Pour résumer, si le matelas de votre hôte est un peu moins bon que dans un hôtel, ce n’est pas si grave si votre hôte sait raconter des histoires et offre un bel accueil. Ces deux tendances, le comité régional de tourisme (CRT) de l’Auvergne les avait anticipées il y a une douzaine d’années, en créant le label Nattitude. « Le but était de casser une image vieillotte, et d’attirer le regard des touristes sur la moyenne montagne », se souvient Jean-François Jobert, qui a porté le projet au CRT d’Auvergne. Nattitude a réuni jusqu’à 180 adhérents mais n’a pas survécu à la fusion avec Rhône-Alpes.
Relancé par cinq hébergeurs« J’étais impliqué depuis le début et quand j’ai vu que tout allait partir à la poubelle, je me suis dit ce n’était pas possible », se souvient Pierre-Marie Tissier, propriétaire du château d’Ygrande, dans l’Allier.
Avec quatre autres hébergeurs, trois dans le Puy-de-Dôme et un dans l’Allier, il a décidé de reprendre le flambeau. Après avoir négocié avec la Région Auvergne-Rhône-Alpes pour obtenir le droit d’usage de la marque, les statuts de l’association Esprit Nattitude étaient déposés en juillet 2018. Première grosse surprise pour les relanceurs du label, l’adhésion de leurs pairs.

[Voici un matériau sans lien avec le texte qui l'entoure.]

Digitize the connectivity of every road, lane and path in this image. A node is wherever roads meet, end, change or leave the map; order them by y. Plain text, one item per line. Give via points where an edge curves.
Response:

« Nous avons contacté les adhérents en leur demandant de nous suivre, sachant qu’à partir de là il faudrait payer une cotisation, puisque nous ne pourrions plus bénéficier des subventions de la Région et de l’Europe. Environ la moitié, soit 90, ont accepté »

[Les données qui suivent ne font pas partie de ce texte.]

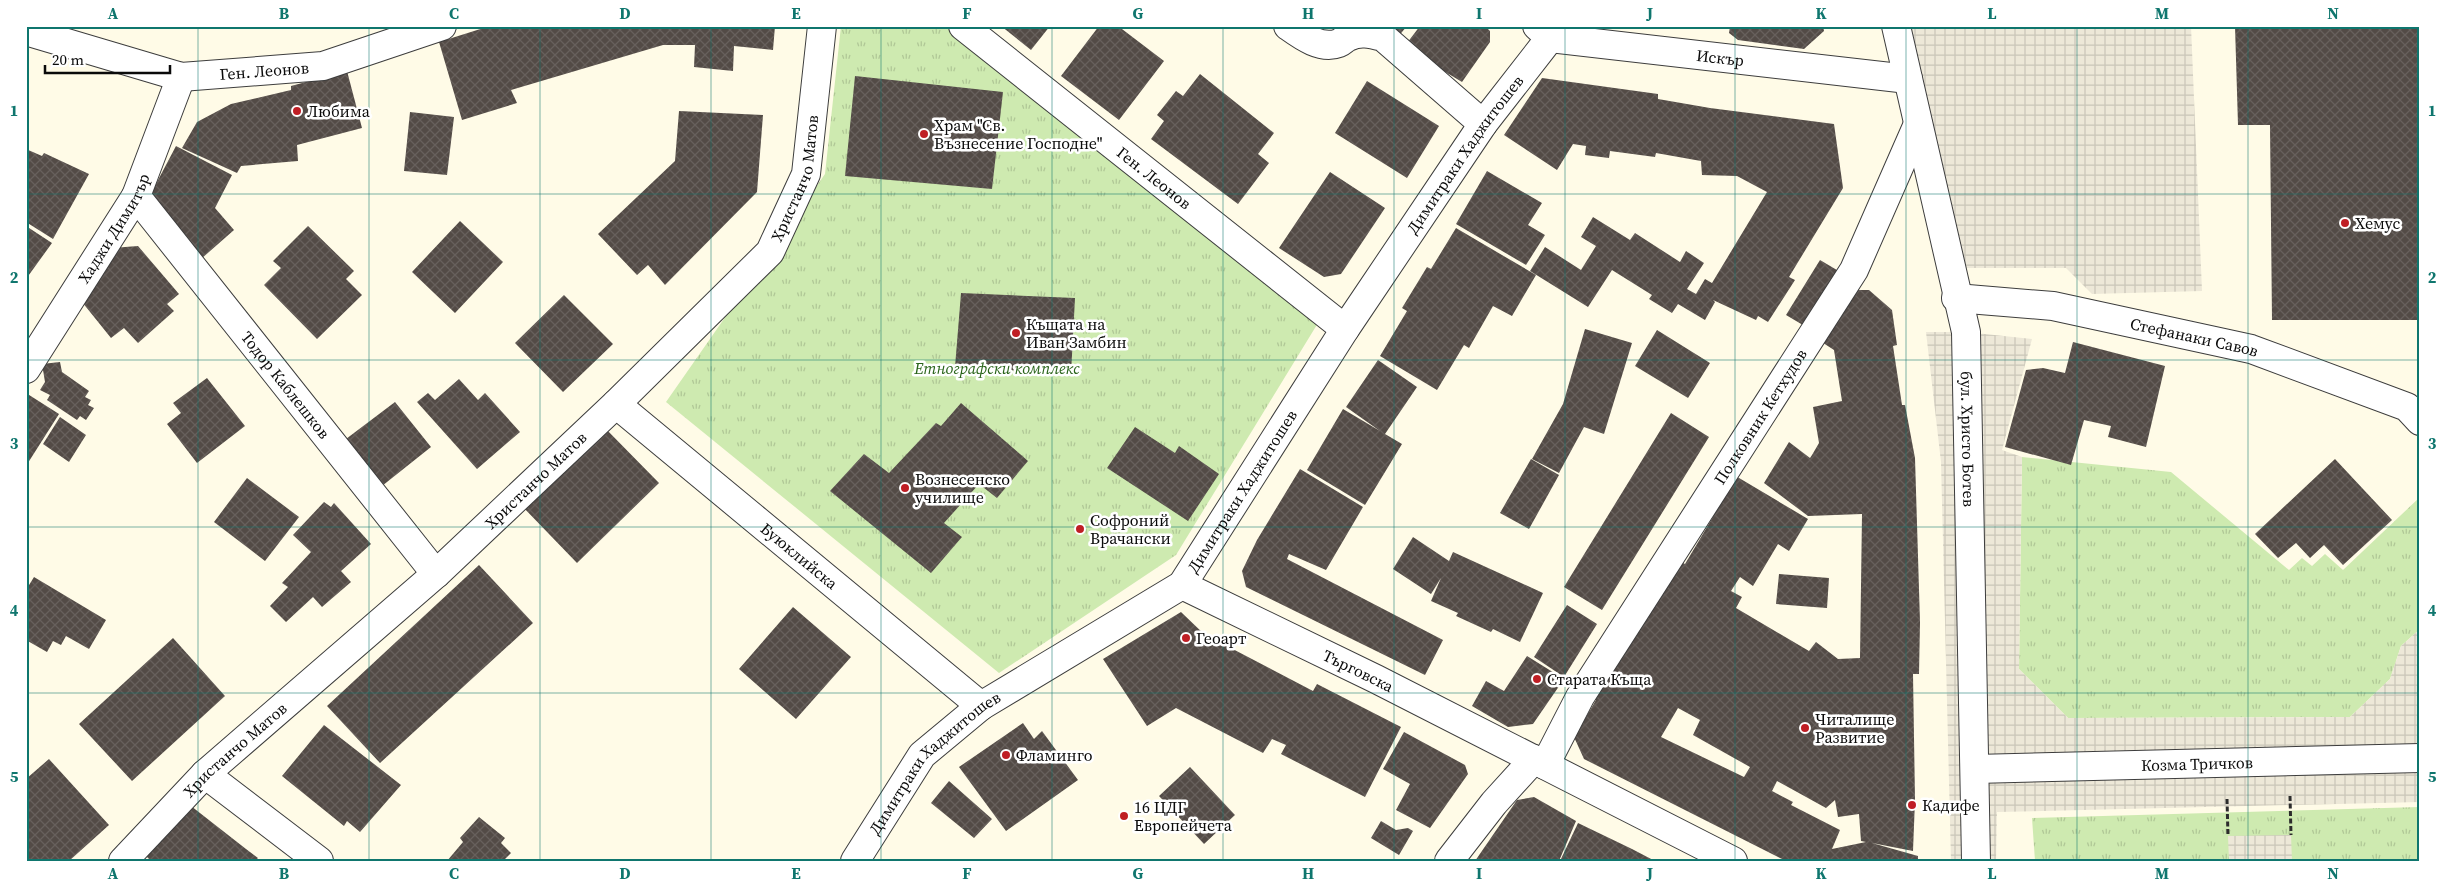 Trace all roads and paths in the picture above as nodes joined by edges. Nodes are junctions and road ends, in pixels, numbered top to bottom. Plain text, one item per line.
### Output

« C’est une vraie satisfaction d‘avoir vu une initiative institutionnelle perdurer dans une association », se réjouit Jean-François Jobert, qui se souvient être allé au ministère des Affaires étrangères et au Brésil présenter le concept Nattitude.
Compétente sur l’ensemble de la région, Esprit Nattitude soulève l’intérêt dans les secteurs de moyenne montagne de Rhône-Alpes, loin des secteurs les plus touristiques, qui n’en ont pas besoin. « Nous avons des demandes dans la Loire, le Rhône, la Drôme. Nous venons d’agréer six hébergeurs », indique le propriétaire du château d’Ygrande. « Le concept est super bien accueilli. Mais c’est embryonnaire, car on aurait besoin de bras et de temps, notamment sur la communication. »
Avec seulement 15.000 euros de budget et deux animatrices (dont une chargée de communication un jour par semaine depuis janvier), Esprit Nattitude a en effet des moyens limités. « Et moi je suis bénévole, je travaille 365 jours par an, donc s’il faut aller dans la Drôme, pour un agrément, ce n’est pas possible », indique Pierre-Marie Tissier. Mais il en est persuadé, « on est à un stade où on sent que les interlocuteurs, notamment les institutionnels, nous font confiance, cela va se mettre en route. »
L’objectif d’Esprit Nattitude n’étant pas de devenir un site de réservations, l’association est aussi en train de passer des conventions avec des plateformes de séjours écoresponsables, telle que Vaovert, qui permettront à ses adhérents d’être référencés.